Brief:
Throughout the listing that follows, find each line with the word "middle" and copy it.
── Supplied entries ──
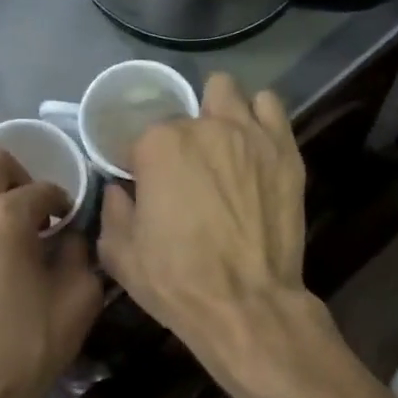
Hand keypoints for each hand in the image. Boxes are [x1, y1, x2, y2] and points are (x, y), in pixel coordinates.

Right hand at [98, 74, 313, 368]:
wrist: (246, 304)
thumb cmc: (177, 281)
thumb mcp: (121, 255)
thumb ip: (113, 212)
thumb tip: (119, 191)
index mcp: (160, 146)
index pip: (141, 137)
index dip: (142, 165)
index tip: (147, 188)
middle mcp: (205, 127)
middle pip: (186, 113)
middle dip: (182, 137)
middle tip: (187, 170)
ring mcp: (250, 135)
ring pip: (228, 92)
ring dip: (219, 111)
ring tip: (222, 144)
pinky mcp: (285, 151)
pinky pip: (271, 108)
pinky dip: (258, 117)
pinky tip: (253, 143)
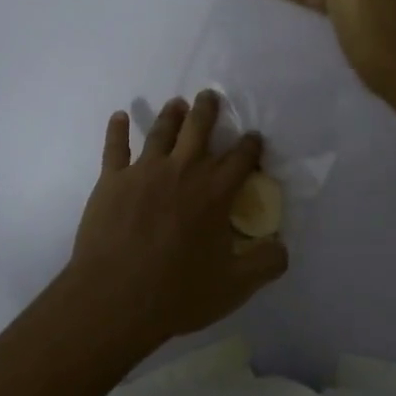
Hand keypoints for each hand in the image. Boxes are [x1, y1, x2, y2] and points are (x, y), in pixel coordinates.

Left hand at [68, 93, 289, 346]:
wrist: (115, 298)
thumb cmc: (177, 293)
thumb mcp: (234, 286)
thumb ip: (266, 263)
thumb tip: (283, 246)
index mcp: (215, 192)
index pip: (241, 158)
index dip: (251, 145)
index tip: (254, 137)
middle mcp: (183, 170)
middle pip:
───
Task result:
middle mcp: (205, 127)
middle pip: (186, 113)
middle dip: (182, 137)
middle tip: (187, 170)
middle mcp: (183, 170)
middle pip:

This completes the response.